Третье окно сверху и слева. Горит ночник. Не спит. Его тоже что-то мучает. Парень в таких же, как у меня кальсонах. Да и рост почти мой. Открыл окно, забрался на подоконник. Нашел время. Если хочется. Мне какое дело? Лучше отвернуться, вдруг…Зачем? Что он хочет сделать? Подышать воздухом? Не самый удачный способ. Я знаю, что он задумал. А мне то что? Нужно отойти в дальний угол, подальше от окна, сесть, закрыть глаза и подумать о чем-нибудь другом. У меня была собака – она любила есть дерьмо на улице.

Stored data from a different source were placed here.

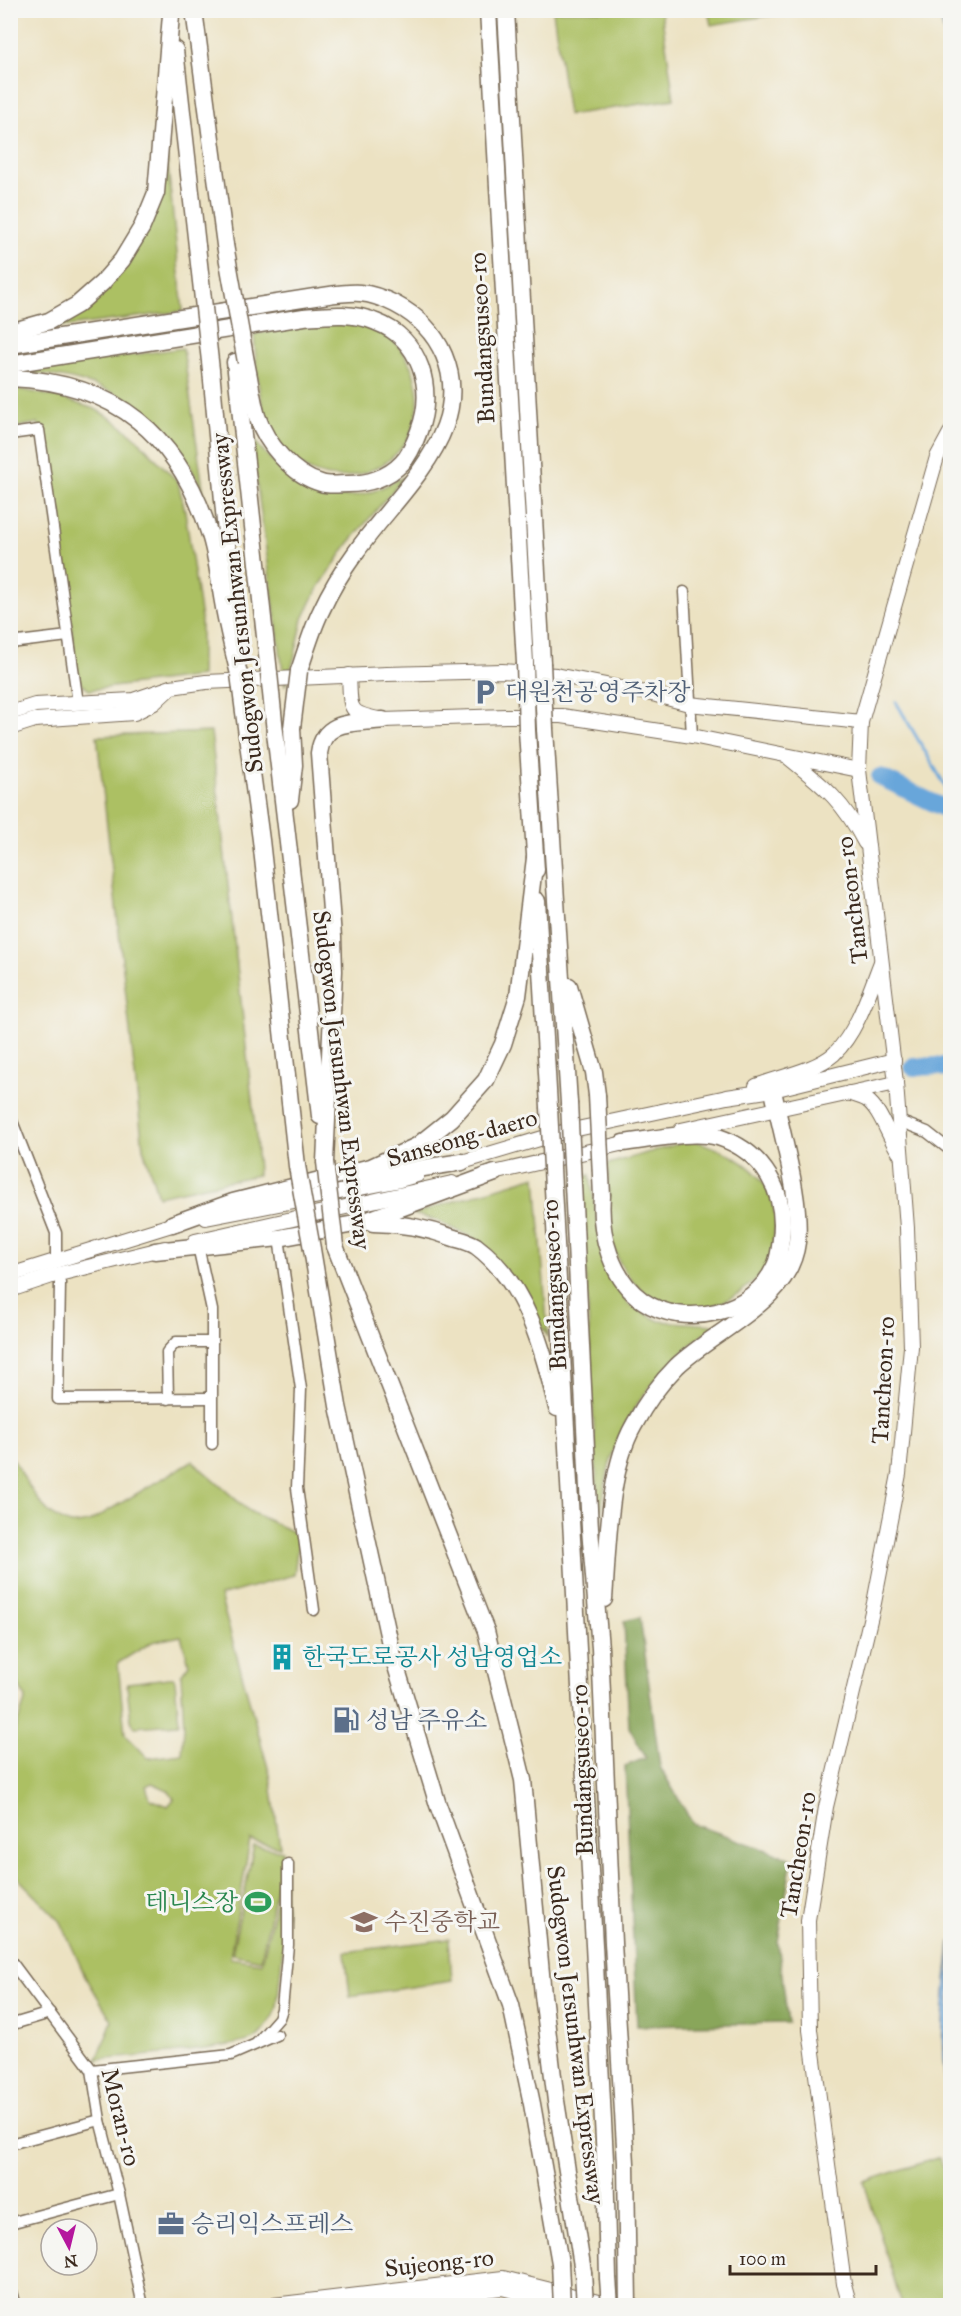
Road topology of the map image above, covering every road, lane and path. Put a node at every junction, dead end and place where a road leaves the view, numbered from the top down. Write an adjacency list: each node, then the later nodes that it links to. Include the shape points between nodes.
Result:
1 (194, 10): 7 (highway, Sudogwon Je1sunhwan Expressway, bridge)
2 (488, 10): 29 (highway, Bundangsuseo-ro, bridge)
3 (506, 10): 30 (highway, Bundangsuseo-ro, bridge, via 544,729)
4 (171, 13): 5 (highway, via 156,193 142,227 122,260 77,304 49,321); 15 (highway, Sudogwon Je1sunhwan Expressway, bridge, via 211,370)
5 (10, 332)
6 (10, 345): 27 (highway, bridge, via 361,293 412,313 431,331 443,351 451,378 450,400 438,442 355,553 321,610 299,670)
7 (241, 362): 8 (highway, via 267,436 284,458 308,478 322,484 363,484 402,464 414,445 427,398 424,375 401,336 358,317 304,317); 27 (highway, Sudogwon Je1sunhwan Expressway, bridge)
8 (10, 364)
9 (10, 378): 15 (highway, via 72,386 103,398 132,415 175,458 197,497 211,537)
10 (951, 433): 22 (main road, Tancheon-ro, via 937,457)
11 (10, 434): 13 (street, via 39,430)
12 (684, 592): 19 (street)
13 (68, 636): 14 (street); 18 (street)
14 (10, 643)
15 (239, 674): 85 (highway, Sudogwon Je1sunhwan Expressway, bridge, via 297,1166 338,1406 392,1653 438,1805 511,2005 560,2263)
16 (349, 675): 17 (main road); 19 (main road, via 502,671 556,675); 21 (main road, via 354,711)
17 (171, 687): 18 (main road, via 133,700); 23 (main road, via 154,703 134,713 35,720)
18 (78, 703): 20 (main road, via 35,705)
19 (689, 704): 22 (main road); 24 (street)
20 (10, 713)
21 (383, 720): 24 (main road, via 562,717); 44 (highway, via 338,725 324,736 319,753 333,937)
22 (861, 722): 26 (main road, Tancheon-ro)
23 (10, 728)
24 (692, 736): 25 (main road)
25 (787, 757): 26 (main road); 28 (main road, via 837,798)
26 (859, 770): 28 (main road, Tancheon-ro)
27 (287, 837): 44 (highway, Sudogwon Je1sunhwan Expressway)
28 (869, 851): 31 (main road, Tancheon-ro)
29 (535, 858): 47 (highway, via 518,996 486,1080 452,1118 417,1146 371,1167); 63 (highway, Bundangsuseo-ro, bridge)
30 (560, 948): 41 (highway, bridge, via 594,1072 601,1211 606,1242 617,1272 632,1293 654,1309 680,1316 735,1306 760,1287 775,1266 783,1219 778,1194 765,1169 740,1148 717,1137 690,1135); 65 (highway, Bundangsuseo-ro, bridge)
31 (882, 960): 32 (main road, Tancheon-ro); 36 (main road, via 848,1037 833,1054 811,1067)
32 (894, 1060): 33 (main road, Tancheon-ro); 34 (main road, Sanseong-daero)
33 (896, 1083): 35 (main road, Sanseong-daero); 39 (main road, Tancheon-ro)
34 (772, 1090): 36 (main road, Sanseong-daero); 37 (highway)
35 (849, 1093): 37 (main road, Sanseong-daero); 43 (main road, via 868,1100)
36 (727, 1097): 45 (main road, Sanseong-daero, via 563,1132)
37 (776, 1108): 41 (main road, Sanseong-daero); 65 (highway, via 797,1215 797,1243 789,1268 775,1291 676,1367 632,1427 618,1466)
38 (10, 1116): 40 (street)
39 (899, 1121): 42 (street, via 927,1132); 43 (main road, Tancheon-ro)
40 (13, 1128): 53 (street, via 56,1233)
41 (623, 1143): 46 (main road, Sanseong-daero)
42 (951, 1150)
43 (902, 1156): 77 (main road, Tancheon-ro, via 911,1347 899,1474 874,1603 826,1806 808,1920 810,2030)
44 (325, 1162): 87 (highway, Sudogwon Je1sunhwan Expressway, bridge, via 335,1246 486,1631 523,1780 550,2054)
45 (462, 1162): 47 (highway); 49 (main road, Sanseong-daero, via 396,1181)
46 (495, 1173): 48 (highway); 52 (main road, Sanseong-daero)
47 (305, 1185): 49 (highway, via 233,1202)
48 (360, 1223): 50 (highway); 63 (highway, via 397,1223 429,1229 474,1245 498,1266 515,1290 542,1347)
49 (172, 1224): 53 (main road, Sanseong-daero)
50 (279, 1238): 51 (highway); 64 (street, via 301,1389 297,1488)
51 (198, 1246): 52 (highway); 59 (street, via 212,1310)
52 (155, 1251): 56 (main road); 57 (main road, Sanseong-daero)
53 (56, 1260): 54 (main road); 55 (main road, Sanseong-daero)
54 (10, 1270)
55 (10, 1275)
56 (60, 1283): 58 (main road); 61 (street, via 58,1399)
57 (10, 1290)
58 (10, 1298)
59 (212, 1342): 60 (street); 61 (street, via 176,1342 167,1352)
60 (211, 1398): 61 (street); 62 (street)
61 (168, 1399)
62 (212, 1444)
63 (567, 1447): 88 (highway, Bundangsuseo-ro, bridge)
64 (314, 1610)
65 (600, 1648): 89 (highway, Bundangsuseo-ro, via 626,2163)
66 (288, 1864): 71 (street, via 288,1945 282,2009)
67 (10, 1960): 68 (street, Moran-ro)
68 (50, 2013): 69 (street); 72 (street, Moran-ro)
69 (10, 2025)
70 (277, 2036): 71 (street)
71 (257, 2043): 72 (street, via 231,2055)
72 (92, 2070): 73 (street, Moran-ro)
73 (100, 2120): 74 (street); 75 (street, Moran-ro)
74 (10, 2144)
75 (119, 2194): 76 (street); 81 (street, Moran-ro)
76 (10, 2223)
77 (844, 2284): 90 (main road); 91 (main road, Tancheon-ro)
78 (10, 2288): 80 (street)
79 (482, 2290): 83 (main road, Sujeong-ro); 84 (street); 86 (main road, Sujeong-ro, via 502,2288)
80 (15, 2306)
81 (143, 2306)
82 (265, 2306): 88 (main road, Sujeong-ro, via 503,2278)
83 (337, 2306)
84 (484, 2306)
85 (562, 2306)
86 (574, 2306)
87 (585, 2306)
88 (612, 2306)
89 (628, 2306)
90 (839, 2306)
91 (850, 2306)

Сколько ни говори, она все равно найдет – застывшее и не очень, средних размеров…Дерьмо, не могу. Он же там, наверняка…нет, стоит. Надо его… Эй, ты. Да что же ты. Так он может напугаться. Надо его остановить. Сейчас, сейчас. Где мои ботинки? Мне не в чем выйти на улицу. Снова Серьга одел их. Тапочки. Пойду в них.
Он еще на окне. Не надо, миленький. Я сейчас, сейчас. Надо будет поймать его, если он все же решится. Надо взять что-то мягкое. Подушку. Да, точно. Лучше две. На всякий случай одеяло. Его нужно натянуть, тогда он не разобьется. Только если с прохожими повезет.
Я выбежал на улицу, не сразу сообразил, где находится этот дом. Наконец, вот он. Окно…третье сверху и слева…нет никого. Окно закрыто, свет выключен. Он уже лежит? Нет, трава даже не примята. Он должен был упасть на дорожку, перекрыв движение. Его не было. Мне показалось? Да что же это. Вот мое окно, из которого я его видел. Вот то самое, их которого….бред.
Я вошел в дом. Мои ботинки стояли на месте. Что за… Серега дома? Я подошел к его комнате, прислонился ухом, услышал его храп. Спит. Сколько я отсутствовал? Пять минут или больше? Часы «Слава» показывали без пятнадцати пять. Это много или мало?
Я вошел в комнату и упал на кровать. Спать мне не удалось, я стал говорить специальную считалочку для сна – сорок актеров стояли на сцене, играли свою роль, один из них подавился солью, и вот их уже тридцать девять. Тридцать девять актеров стояли на сцене, играли свою роль, один из них сошел с ума, и вот их уже тридцать восемь…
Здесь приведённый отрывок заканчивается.